La actrice cubaine Natasha Díaz, l'une des figures les plus reconnues de la télévision de l'île avec plus de cinq décennies de carrière, a révélé dans une interview au programme numérique La Familia Cubana qu'en 2019, elle a dû nettoyer des maisons pour survivre car le système étatique de radio et télévision a cessé de l'engager.
Le récit, raconté avec humour et sans aucune gêne, décrit comment l'artiste a obtenu ce travail de manière presque fortuite : récemment installée dans un appartement au coin de 19 et 20, dans le quartier de El Vedado à La Havane, elle a rencontré une voisine nommée Belkis qui n'était pas satisfaite de sa femme de ménage.
Sans hésiter, Natasha le proposa à la femme. « Celle que vous cherchez, c'est moi », lui dit-elle, et aussitôt elle négocia son salaire : « Que me donnez-vous ? »
La réponse était 10 CUC par semaine - équivalents à 10 dollars à cette époque, lorsque le peso cubain convertible maintenait une parité officielle avec la devise américaine -. L'actrice a également travaillé le dimanche, car la maison de deux étages se trouvait à une demi-douzaine de mètres de chez elle.
«J'étais millionnaire avec ça», a déclaré Díaz, précisant qu'avec cet argent, elle a pu réparer le réfrigérateur qui était en panne.
La phrase, chargée d'ironie, résume avec précision l'ampleur de la précarité : pour une actrice, qui quelques années plus tard reçut le Prix National de la Télévision - la plus haute distinction du secteur à Cuba -, 10 dollars par semaine représentaient une fortune.
La cause de cette situation était directe : « La télévision ne me sollicitait pas », a-t-il expliqué.
Ainsi fonctionne le système de l'Institut Cubain de Radio et Télévision (ICRT) : les acteurs sont payés par « appel », s'ils sont appelés à travailler. Lorsque les contrats sont interrompus - sans explication ni compensation - les revenus disparaissent, peu importe le parcours ou les prix accumulés.

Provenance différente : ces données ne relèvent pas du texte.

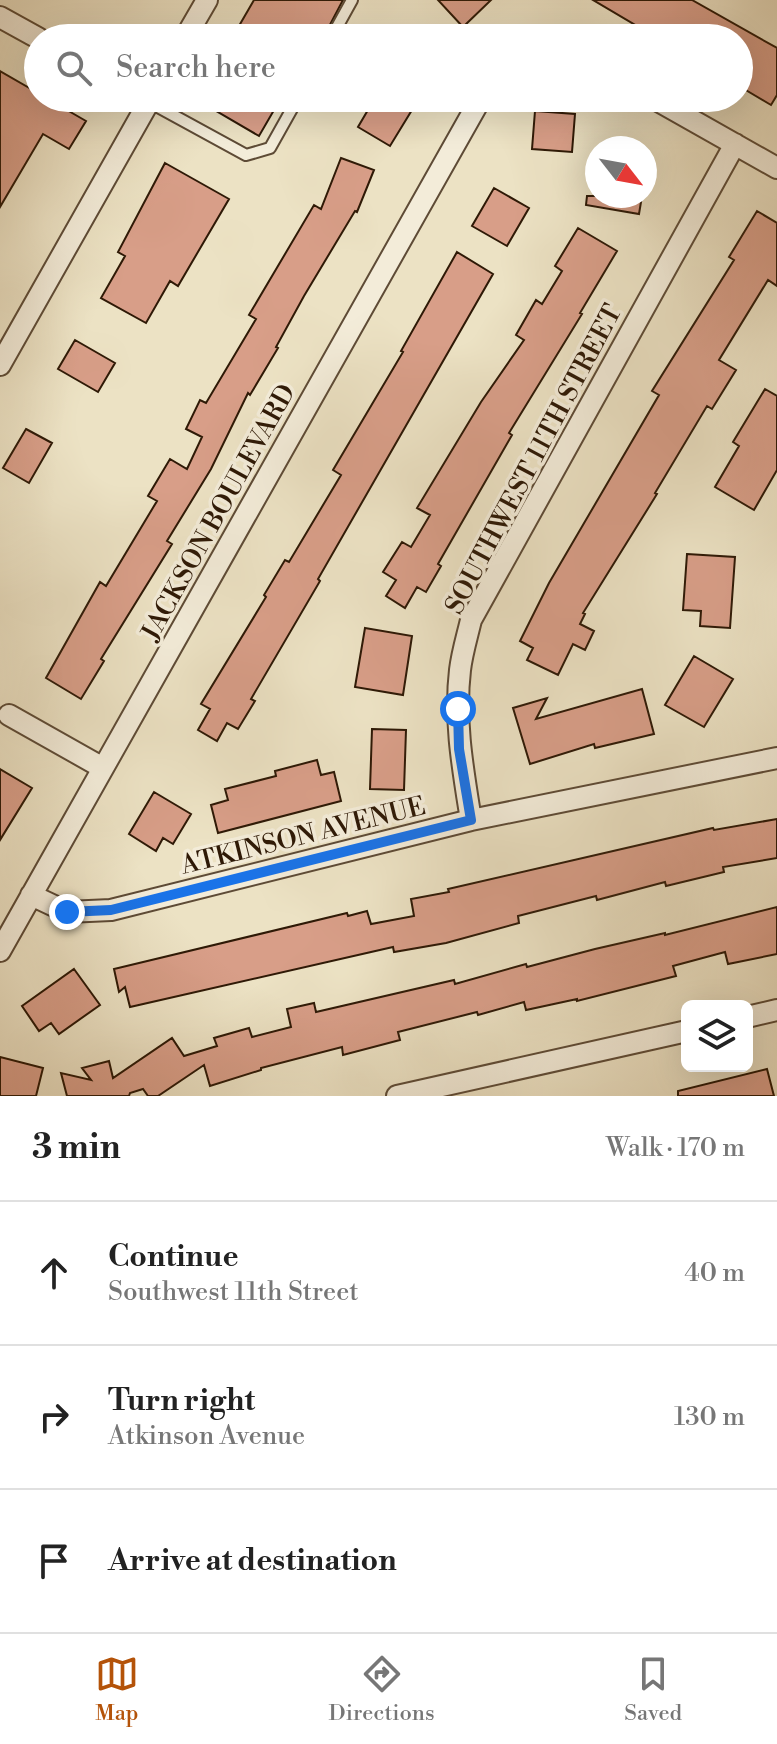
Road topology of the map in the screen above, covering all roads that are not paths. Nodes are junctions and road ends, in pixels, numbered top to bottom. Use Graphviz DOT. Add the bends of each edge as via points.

Natasha a également déclaré : « J'ai une dignité qui va jusqu'à Hong Kong. Parce que la révolution a donné des opportunités, elle en a donné, et j'ai su les saisir. Mais tout m'a coûté des efforts ». Une déclaration qui, lue avec le reste de son récit, illustre avec force la contradiction entre le discours officiel sur le soutien à la culture et la réalité de ceux qui la soutiennent.
Votre cas n'est pas une exception. En décembre 2024, l'actrice Eileen Acosta a révélé qu'un rôle principal à la télévision cubaine paie moins de 50 dollars par mois; elle a reçu environ 25 dollars par mois pour son rôle secondaire dans la telenovela Viceversa. « Ce n'est pas suffisant », a-t-elle alors déclaré.
L'acteur Roberto Perdomo a dénoncé en juillet que son salaire au théâtre ne couvre même pas le transport, raison pour laquelle il a cessé d'accepter ce travail. Des semaines plus tard, il a révélé que sa retraite de 6 000 pesos cubains par mois ne lui permet pas d'acheter un billet d'avion pour rencontrer son petit-fils né à l'étranger.
Ce schéma d'abandon de l'État envers les artistes cubains a été dénoncé de manière répétée.
En juillet 2025, des figures de l'art ont décrit une « situation décadente » marquée par la crise énergétique, le coût élevé des transports, les prix abusifs et l'abandon de l'État.